Atlanta’s Book Club is not a book club, but a band, though that doesn’t mean they’re not literary. Despite their music’s pastoral simplicity (they call themselves a “rural pop collective”), there’s a narrative weightiness to their sound. Take You Say It So Glacial, a single off their upcoming album One-Way Moon. Dripping with little but soft strings and the delicate harmonies of guitarist Robbie Horlick and Rachel Buckley, the song creates an atmosphere in its lyrics like, “You say it’s so glacial/like Mars or the moon/another world sometimes/in your room.” Here’s what Horlick had to say about the track and the experience of writing it immediately following a family trip to Iceland:
Some songs you slave over, and some just pour out of you. It’s a mystery. And one of the most exciting parts of that mystery is when songs come to you whole. Paul McCartney dreamed all of Yesterday. I Love How You Love Me was written in five minutes on a cocktail napkin. George Michael wrote the sax melody for Careless Whisper on the back of an envelope on a plane. There’s something really pure about songs that come into the world fully realized. And that’s how it was with You Say It So Glacial.

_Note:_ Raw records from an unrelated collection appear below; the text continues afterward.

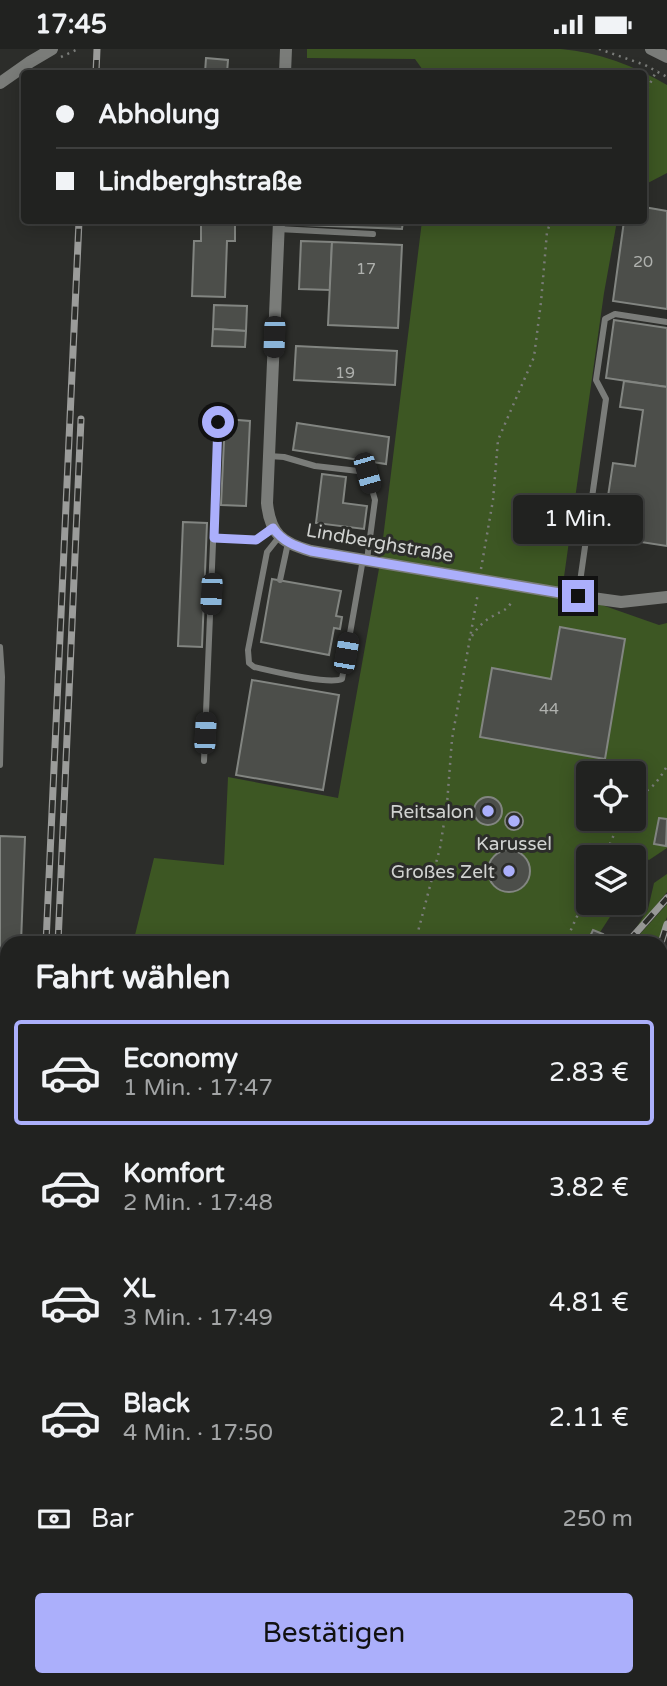 <!DOCTYPE html>
<html lang="de">
<meta charset="utf-8">
<style>
:root{--surface:#212220;--page:#292a29;--text:#f1f3f6;--muted:#a2a4a5;--line:#3e3f3e;--accent:#abaffb}
body{margin:0;font-family:"Varela Round",sans-serif;background:var(--page);color:var(--text);height:100vh;display:flex;flex-direction:column;font-size:26px;white-space:nowrap}
*{box-sizing:border-box;margin:0}
p{font-size:23px;color:var(--muted)}
.icon{flex:none;width:38px;height:38px;fill:none;stroke:currentColor;stroke-width:2;stroke-linecap:round;stroke-linejoin:round}
.map{position:relative;flex:1;overflow:hidden}
.details{position:absolute;left:0px;top:887px;width:668px;height:751px;display:flex;flex-direction:column;background:var(--surface);border-radius:21px 21px 0 0;box-shadow:0 4px 18px #0003,0 0 0 2px var(--line)}
.details>*{flex:none}
.top-card{position:absolute;left:21px;top:21px;width:626px;height:154px;border-radius:7px;box-shadow:0 4px 18px #0003,0 0 0 2px var(--line);display:grid;align-content:center;height:154px;padding:0 35px;background:var(--surface)}
.controls{position:absolute;left:576px;top:712px;display:grid;gap:14px}
.controls a{display:grid;place-items:center;width:70px;height:70px;border-radius:7px;background:var(--surface);box-shadow:0 4px 18px #0003,0 0 0 2px var(--line);font-size:35px}
.end{position:absolute;width:32px;height:32px;margin:-16px;border:9px solid #abaffb;background:#111;box-shadow:0 0 0 4px #111}
.from{border-radius:50%}
.bubble{position:absolute;height:49px;border-radius:7px;background:var(--surface);box-shadow:0 4px 18px #0003,0 0 0 2px var(--line);font-size:23px;font-weight:600;line-height:49px;text-align:center}
.car{position:absolute;width:21px;height:42px;margin:-21px -10px;border-radius:9px;box-shadow:0 0 5px 2px #0007;background:linear-gradient(#222 24%,#8ab4d8 0 40%,#222 0 76%,#8ab4d8 0 86%,#222 0)}
.top-card b{display:flex;align-items:center;gap:24px;height:66px;font-size:26px}
.top-card b+b{border-top:2px solid var(--line)}
.top-card i{width:18px;height:18px;background:var(--text)}
ul{padding:0;list-style:none}
li{display:flex;align-items:center;gap:21px;height:105px;margin:0 14px 10px;padding:0 21px;border:4px solid transparent;border-radius:7px}
li div{flex:1}
li b{display:block;font-size:26px}
li em{font-style:normal;font-weight:600}
li.on{border-color:var(--accent)}
li>.icon{width:63px;height:63px;stroke-width:1.5}
h2{padding:0 35px;font-size:32px;line-height:84px}
.pay{display:flex;align-items:center;gap:18px;height:77px;padding:0 35px;font-size:26px}
.pay p{margin-inline-start:auto}
.button{display:flex;gap:14px;margin-top:auto;padding:14px 35px}
.button a{flex:1;height:80px;border-radius:7px;background:var(--accent);color:#111;font-size:28px;font-weight:600;line-height:80px;text-align:center}
.status{display:flex;justify-content:space-between;align-items:center;height:49px;padding:0 35px;background:var(--surface);direction:ltr}
.status svg{height:19px;fill:currentColor}
.map>svg:first-child{display:block}
.green{fill:#3d5723;fill-rule:evenodd}
.building{fill:#4c4e4a;stroke:#828581;stroke-width:2}
.lines{fill:none;stroke-linecap:round;stroke-linejoin:round}
.path{stroke:#7a7c79;stroke-width:2.5;stroke-dasharray:2 5;stroke-linecap:butt}
.lane{stroke:#7a7c79;stroke-width:6}
.street{stroke:#7a7c79;stroke-width:12}
.highway{stroke:#91c360;stroke-width:21}
.rail-casing{stroke:#9b9c9a;stroke-width:7}
.rail{stroke:#2c2d2a;stroke-width:4.5;stroke-dasharray:13;stroke-linecap:butt}
.route{stroke:#abaffb;stroke-width:9}
.poi-dot{fill:#abaffb;stroke:#2c2d2a;stroke-width:2.5}
.labels{text-anchor:middle;stroke-width:6;stroke-linejoin:round;paint-order:stroke}
.number-label{font-size:16px;fill:#afb1ae}
.street-label{font-size:19px;fill:#d0d2d0;stroke:#2c2d2a}
.poi-label{font-size:19px;fill:#d0d2d0;stroke:#2c2d2a;text-anchor:end}
</style>
<div class="status"><b>17:45</b><svg viewBox="0 0 49 12"><path d="M0 12V9h3v3zM5 12V6h3v6zM10 12V3h3v9zM15 12V0h3v12zM26 1h20v11H26zM47 4h2v5h-2z"/></svg></div>
<div class="map">
<svg width="667" height="1637" viewBox="0 0 667 1637">
<rect width="100%" height="100%" fill="#2c2d2a"/>
<g class="green">
<path d="M307,0h254c38,3 73,17 106,36v88l-23,12v-112h-219l-10,-14 -108,-1z"/>
<path d="M422,172h195l-13,72 -42,298 97,34 8,-2v225l-18,12 -12,-7 -3,9v-5h-46v46h31l-26,40h-460l21,-85 70,7 4,-88 110,21 42,-235zM588,724h46v46h-46z"/>
<path d="M667,825v18l-35,43 16,-26 6,-26z"/>
<path d="M667,855v13l-9,26h-26z"/>
<path d="M667,1183v84l-3,24 3,1v53l-5,-1v-123z"/>
<path d="M443,1631h163l40,6h-203z"/>
</g>
<g class="building">
<path d="M206,9l22,2 -1,13h-22z"/>
<path d="M644,158l23,4v98l-54,-8 11,-80h20z"/>
<path d="M201,172h34v20h-8l-2,56 -33,-1 2,-55h7z"/>
<path d="M304,172h99l-1,8 -98,-4z"/>
<path d="M301,192l31,1 -2,48 -31,-1z"/>
<path d="M332,193l70,3 -4,83 -70,-3z"/>
<path d="M214,256l33,1 -1,25 -33,-2z"/>
<path d="M614,271l53,8v59l-61,-9z"/>
<path d="M213,280l33,2 -1,16 -33,-1z"/>
<path d="M296,297l101,5 -2,34 -101,-5z"/>
<path d="M624,332l43,6v159l-65,-10 11,-73 22,3 8,-56 -23,-3z"/>
<path d="M225,370l25,2 -4,85 -25,-1z"/>
<path d="M297,374l92,14 -3,27 -93,-14z"/>
<path d="M322,425l24,3 -3,26 24,3 -3,23 -48,-6z"/>
<path d="M183,473l24,1 -5,124 -24,-1z"/>
<path d="M272,530l69,12 -5,25 6,1 -2,12 -6,-1 -5,27 -68,-13z"/>
<path d="M560,578l65,12 -20,120 -125,-22 12,-69 59,11z"/>
<path d="M252,631l87,15 -16,95 -87,-15z"/>
<circle cx="488" cy="762" r="14"/>
<circle cx="514" cy="772" r="9"/>
<path d="M659,769l8,1 -1,27 -12,-2z"/>
<path d="M0,787l25,1 -4,106h-14v58h-7z"/>
<circle cx="509" cy="822" r="21"/>
<path d="M634,809l11,2 -8,42 -3,-1z"/>
<path d="M593,881l10,4 -4,9h-12z"/>
<path d="M662,947h5v150l-3,23 -2,-1z"/>
<rect x="0" y="972" width="7" height="112"/>
<rect x="0" y="1182" width="7" height="150"/>
<path d="M662,1433h5v20l-5,-1z"/>
<path d="M662,1609l5,1v20h-5z"/>
</g>
<g class="lines">
<g class="path">
<path d="M599,0l46,16 22,12"/>
<path d="M61,8l17,-8"/>
<path d="M644,46l13,-25"/>
<path d="M481,520l12,-69 5,-60 36,-83 7,-55 6,-70 4,-11"/>
<path d="M472,587c5,-8 13,-16 21,-20 8,-5 13,-5 18,-13"/>
<path d="M634,747c16,-3 25,-16 33,-30"/>
<path d="M604,808l17,-38"/>
<path d="M415,894l25,-95 7,-44 5,-65 26,-146"/>
<path d="M565,894l23,-51"/>
<path d="M662,1363l5,-5"/>
<path d="M662,1484l5,1"/>
<path d="M662,1502l5,1"/>
<path d="M662,1535h5"/>
<path d="M662,1567l3,1"/>
<path d="M660,1635l1,-4"/>
<path d="M378,1637l2,-6"/>
</g>
<g class="lane">
<path d="M278,180l95,5"/>
<path d="M269,407l15,1 31,9 52,6 8,28 -8,60"/>
<path d="M279,488l-12,15 -19,98 1,13 5,4c18,4 74,18 88,12l21,-120"/>
<path d="M213,489l43,2 17,-12"/>
<path d="M280,531l8,-37"/>
<path d="M578,547l28,-197 -10,-19 9,-61 10,-5 52,8"/>
<path d="M0,598l2,30 -2,88"/>
<path d="M204,712l14,-339"/>
<path d="M662,943l5,-1"/>
<path d="M662,1133l5,-6"/>
<path d="M662,1349h5"/>
<path d="M236,1631l2,6"/>
<path d="M294,1637l2,-6"/>
<path d="M312,1637l2,-6"/>
</g>
<g class="street">
<path d="M651,0l16,8"/>
<path d="M285,24l1,-24"/>
<path d="M0,34l30,-21 22,-13"/>
<path d="M279,172l-12,282c3,31 15,40 44,48l267,45 43,6 46,-5"/>
<path d="M662,1414l5,1"/>
<path d="M662,1600l5,1"/>
<path d="M99,1637v-6"/>
</g>
<g class="highway">
<path d="M0,1547l7,3"/>
<path d="M0,1585l7,3"/>
<path d="M0,1611l7,2"/>
<path d="M50,1631l15,6"/>
<path d="M117,1631l15,6"/>
<path d="M177,1631l16,6"/>
</g>
<g class="rail-casing">
<g id="rail">
<path d="M96,24l1,-24"/>
<path d="M46,894l33,-722"/>
<path d="M58,894l23,-524"/>
<path d="M627,894l40,-45"/>
<path d="M661,894l6,-19"/>
<path d="M662,1199l5,-38"/>
<path d="M142,1631l8,6"/>
<path d="M15,1637v-6"/>
<path d="M26,1637v-6"/>
</g>
</g>
<use href="#rail" class="rail"/>
</g>
<g class="lines">
<path class="route" d="M218,373l-4,116 42,2 17,-12c10,14 22,18 38,23l267,45"/>
</g>
<g class="poi-dot">
<circle cx="488" cy="762" r="7"/>
<circle cx="514" cy="772" r="7"/>
<circle cx="509" cy="822" r="7"/>
</g>
<g class="labels">
<g class="number-label">
<text x="643" y="218">20</text>
<text x="366" y="225">17</text>
<text x="345" y="329">19</text>
<text x="549" y="665">44</text>
</g>
<g class="street-label">
<text transform="translate(380 493) rotate(10)" y="7">Lindberghstraße</text>
</g>
<g class="poi-label">
<text x="474" y="769">Reitsalon</text>
<text x="514" y="801" text-anchor="middle">Karussel</text>
<text x="495" y="829">Großes Zelt</text>
</g>
</g>
</svg>
<div class="controls">
<a><svg class="icon" aria-label="locate" viewBox="0 0 24 24"><circle cx="12" cy="12" r="6"/><path d="M12 2v4M12 18v4M2 12h4M18 12h4"/></svg></a>
<a><svg class="icon" aria-label="layers" viewBox="0 0 24 24"><path d="M12 4l9 5-9 5-9-5zM3 14l9 5 9-5"/></svg></a>
</div>
<i class="end from" style="left:218px;top:373px"></i>
<i class="end" style="left:578px;top:547px"></i>
<div class="bubble" style="left:513px;top:446px;width:130px">1 Min.</div>
<i class="car" style="left:274px;top:288px;rotate:182deg"></i>
<i class="car" style="left:367px;top:424px;rotate:164deg"></i>
<i class="car" style="left:211px;top:545px;rotate:183deg"></i>
<i class="car" style="left:346px;top:604px;rotate:10deg"></i>
<i class="car" style="left:205px;top:684px;rotate:3deg"></i>
<div class="top-card">
<b><i class="from"></i>Abholung</b>
<b><i></i>Lindberghstraße</b>
</div>
<section class="details">
<h2>Fahrt wählen</h2>
<ul>
<li class="on"><svg class="icon" aria-label="car" viewBox="0 0 24 24"><path d="M5 17H2v-5l4-1 3-4h7l3 4 3 1v5h-3M9 17h6M6 11h13"/><circle cx="7" cy="17" r="2"/><circle cx="17" cy="17" r="2"/></svg><div><b>Economy</b><p>1 Min. · 17:47</p></div><em>2.83 €</em></li>
<li><svg class="icon" aria-label="car" viewBox="0 0 24 24"><path d="M5 17H2v-5l4-1 3-4h7l3 4 3 1v5h-3M9 17h6M6 11h13"/><circle cx="7" cy="17" r="2"/><circle cx="17" cy="17" r="2"/></svg><div><b>Komfort</b><p>2 Min. · 17:48</p></div><em>3.82 €</em></li>
<li><svg class="icon" aria-label="car" viewBox="0 0 24 24"><path d="M5 17H2v-5l4-1 3-4h7l3 4 3 1v5h-3M9 17h6M6 11h13"/><circle cx="7" cy="17" r="2"/><circle cx="17" cy="17" r="2"/></svg><div><b>XL</b><p>3 Min. · 17:49</p></div><em>4.81 €</em></li>
<li><svg class="icon" aria-label="car" viewBox="0 0 24 24"><path d="M5 17H2v-5l4-1 3-4h7l3 4 3 1v5h-3M9 17h6M6 11h13"/><circle cx="7" cy="17" r="2"/><circle cx="17" cy="17" r="2"/></svg><div><b>Black</b><p>4 Min. · 17:50</p></div><em>2.11 €</em></li>
</ul>
<div class="pay"><svg class="icon" aria-label="cash" viewBox="0 0 24 24"><path d="M3 7h18v10H3z"/><circle cx="12" cy="12" r="2"/></svg>Bar<p>250 m</p></div>
<div class="button"><a>Bestätigen</a></div>
</section>
</div>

All of the lyrics for Glacial came to me in about five minutes. And when I got home [from Iceland], I picked up my guitar for the first time in a week, and the chords and music just fell out of me too. The song is about relationships, but not just between people—between places, histories, intentions. It’s about distance, but not necessarily physical distance. It’s about how close two people can be, and how far away at the same time. Or maybe someone will hear it, and draw something completely different from it. That’s one of the beautiful things about songwriting—once a song is out there in the world, there’s no telling what it might mean to someone. It’s like the last line of You Say It So Glacial: ‘It’s steam sometimes, what comes out of your mouth. I never know when you’re gonna go.’